Gey in Kikh: Melon Seed Milk to Break the Yom Kippur Fast

G’mar Hatima Tova! May you be sealed in the book of life (if that’s a thing you believe in), and may you have a meaningful fast (if that’s a thing that you do). And for everyone who has a relationship with the holiday, regardless of how you recognize it, may you have a meaningful Yom Kippur. The intro here will be heavy because, well, Yom Kippur, and then we’ll be making a delicious non-dairy melon seed milk.

Past coverage about Yom Kippur on Autostraddle has included Vanessa’s reflections on how she and her friends observe, and delicious-looking bulkas that serve the same function as this recipe: to break the Yom Kippur fast.

Yom Kippur is considered the holiest day of the Jewish Year, and is known as the day of atonement. It follows ten days after Rosh Hashanah, and the traditional observance is to fast for 25 hours and do a lot of praying, reflection, repentance, and apologizing to people in your life (or some variation/combination, there are a lot of options). Many people who don’t observe other religious restrictions, including things like keeping kosher, will partake in the fast. Personally, fasting is a meaningful experience, and there are many ways to have meaningful experiences that don’t involve restricting food.

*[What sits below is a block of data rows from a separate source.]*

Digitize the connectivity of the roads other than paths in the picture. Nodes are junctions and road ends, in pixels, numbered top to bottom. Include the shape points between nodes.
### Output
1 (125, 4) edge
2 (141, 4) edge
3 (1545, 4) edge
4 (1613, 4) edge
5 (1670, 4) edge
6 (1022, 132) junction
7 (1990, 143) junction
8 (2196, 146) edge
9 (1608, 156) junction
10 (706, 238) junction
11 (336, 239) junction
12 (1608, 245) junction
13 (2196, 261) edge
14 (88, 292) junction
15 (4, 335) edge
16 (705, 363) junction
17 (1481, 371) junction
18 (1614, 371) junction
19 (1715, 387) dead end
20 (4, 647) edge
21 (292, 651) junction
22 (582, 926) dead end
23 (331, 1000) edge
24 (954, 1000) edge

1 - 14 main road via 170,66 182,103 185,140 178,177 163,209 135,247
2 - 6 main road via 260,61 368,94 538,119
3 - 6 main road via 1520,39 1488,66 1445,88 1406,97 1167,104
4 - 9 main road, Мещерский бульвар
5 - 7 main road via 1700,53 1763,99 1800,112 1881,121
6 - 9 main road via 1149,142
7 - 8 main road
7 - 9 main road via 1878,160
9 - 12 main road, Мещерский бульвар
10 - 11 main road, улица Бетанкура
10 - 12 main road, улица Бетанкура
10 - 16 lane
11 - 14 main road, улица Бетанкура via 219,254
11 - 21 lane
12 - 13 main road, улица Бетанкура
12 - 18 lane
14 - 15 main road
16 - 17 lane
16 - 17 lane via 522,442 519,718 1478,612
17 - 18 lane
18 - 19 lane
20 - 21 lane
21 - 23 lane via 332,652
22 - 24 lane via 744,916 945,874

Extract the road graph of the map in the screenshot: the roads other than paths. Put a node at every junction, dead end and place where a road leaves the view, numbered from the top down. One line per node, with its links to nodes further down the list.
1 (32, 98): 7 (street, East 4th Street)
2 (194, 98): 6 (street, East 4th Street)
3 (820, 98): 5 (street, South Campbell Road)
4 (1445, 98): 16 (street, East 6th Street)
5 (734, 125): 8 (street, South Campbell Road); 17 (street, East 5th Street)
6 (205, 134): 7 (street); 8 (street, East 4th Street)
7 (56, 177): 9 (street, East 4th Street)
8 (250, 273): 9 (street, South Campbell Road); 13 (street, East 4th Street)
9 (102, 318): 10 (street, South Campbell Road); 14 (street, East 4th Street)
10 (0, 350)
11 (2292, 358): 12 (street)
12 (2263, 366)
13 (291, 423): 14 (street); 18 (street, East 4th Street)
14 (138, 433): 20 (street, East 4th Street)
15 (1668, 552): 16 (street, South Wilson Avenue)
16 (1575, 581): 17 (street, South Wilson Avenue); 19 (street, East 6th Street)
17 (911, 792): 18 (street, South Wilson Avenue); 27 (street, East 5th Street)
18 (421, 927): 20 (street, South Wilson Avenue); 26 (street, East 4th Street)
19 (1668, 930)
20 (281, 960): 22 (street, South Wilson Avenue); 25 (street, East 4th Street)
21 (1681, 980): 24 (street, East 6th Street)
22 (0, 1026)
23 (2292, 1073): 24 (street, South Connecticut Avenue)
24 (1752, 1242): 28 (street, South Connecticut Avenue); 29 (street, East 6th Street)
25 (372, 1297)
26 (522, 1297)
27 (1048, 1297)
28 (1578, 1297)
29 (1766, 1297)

Trying to write about Yom Kippur is hard – it’s personal and complicated and involves vulnerability and self-reflection and trying to find meaning while dealing with a terrible caffeine headache. After a few stops and starts, I decided that instead of focusing on the fasting bit, I want to start off by talking about the repentance bit. One of the rituals that occur at some point between Rosh Hashanah and Yom Kippur is known as Tashlich, or the casting away of sins. People gather by water to reflect and cast away stones that carry the weight of mistakes, and to recommit to doing better.

Jews for Racial and Economic Justice has developed a ritual that identifies failings our communities tend to share and pairs them with ways to refocus for the future. I find that their list meaningful to me and I think will resonate with many other folks.

We cast away silence and complicity, and lift up our voices and our comradeship.

We cast away fear, and take on courage.

We cast away the ways we have been complicit in anti­black racism, and we renew our commitment to undoing racism and supporting the Movement for Black Lives.

We cast away doubt, disbelief, and apathy in the face of racism, occupation, and violence, and we take on audacious hope.

We cast away the ways we act out of internalized oppression, and we take on a vision of ourselves and our communities as whole and holy, strong and enlivened by each other.

We cast away violence, systemic and personal, which degrades our humanity, and renew our commitment to collective liberation.

We cast away individualism, isolation, and staking our territory, and we take on connection, the power of humility, and the hope of transformation through building webs of interconnection.

We cast away pessimism and cynicism, and we lift up the belief that we can be, we are, the change we have been waiting for.


Pepitada, or melon seed milk

The recipe in this post is adapted from a traditional drink that Greek and Turkish Jews have used to break the Yom Kippur fast; the name pepitada is Ladino, and stems from the words for melon seeds and drink. The basic recipe I got from The Jewish Holiday Cookbook: An International Collection of Recipes and Customs by Gloria Kaufer Greene. It also, conveniently for us at Autostraddle dot com, is a non-dairy milk, which feels an awful lot like a part of queer culture.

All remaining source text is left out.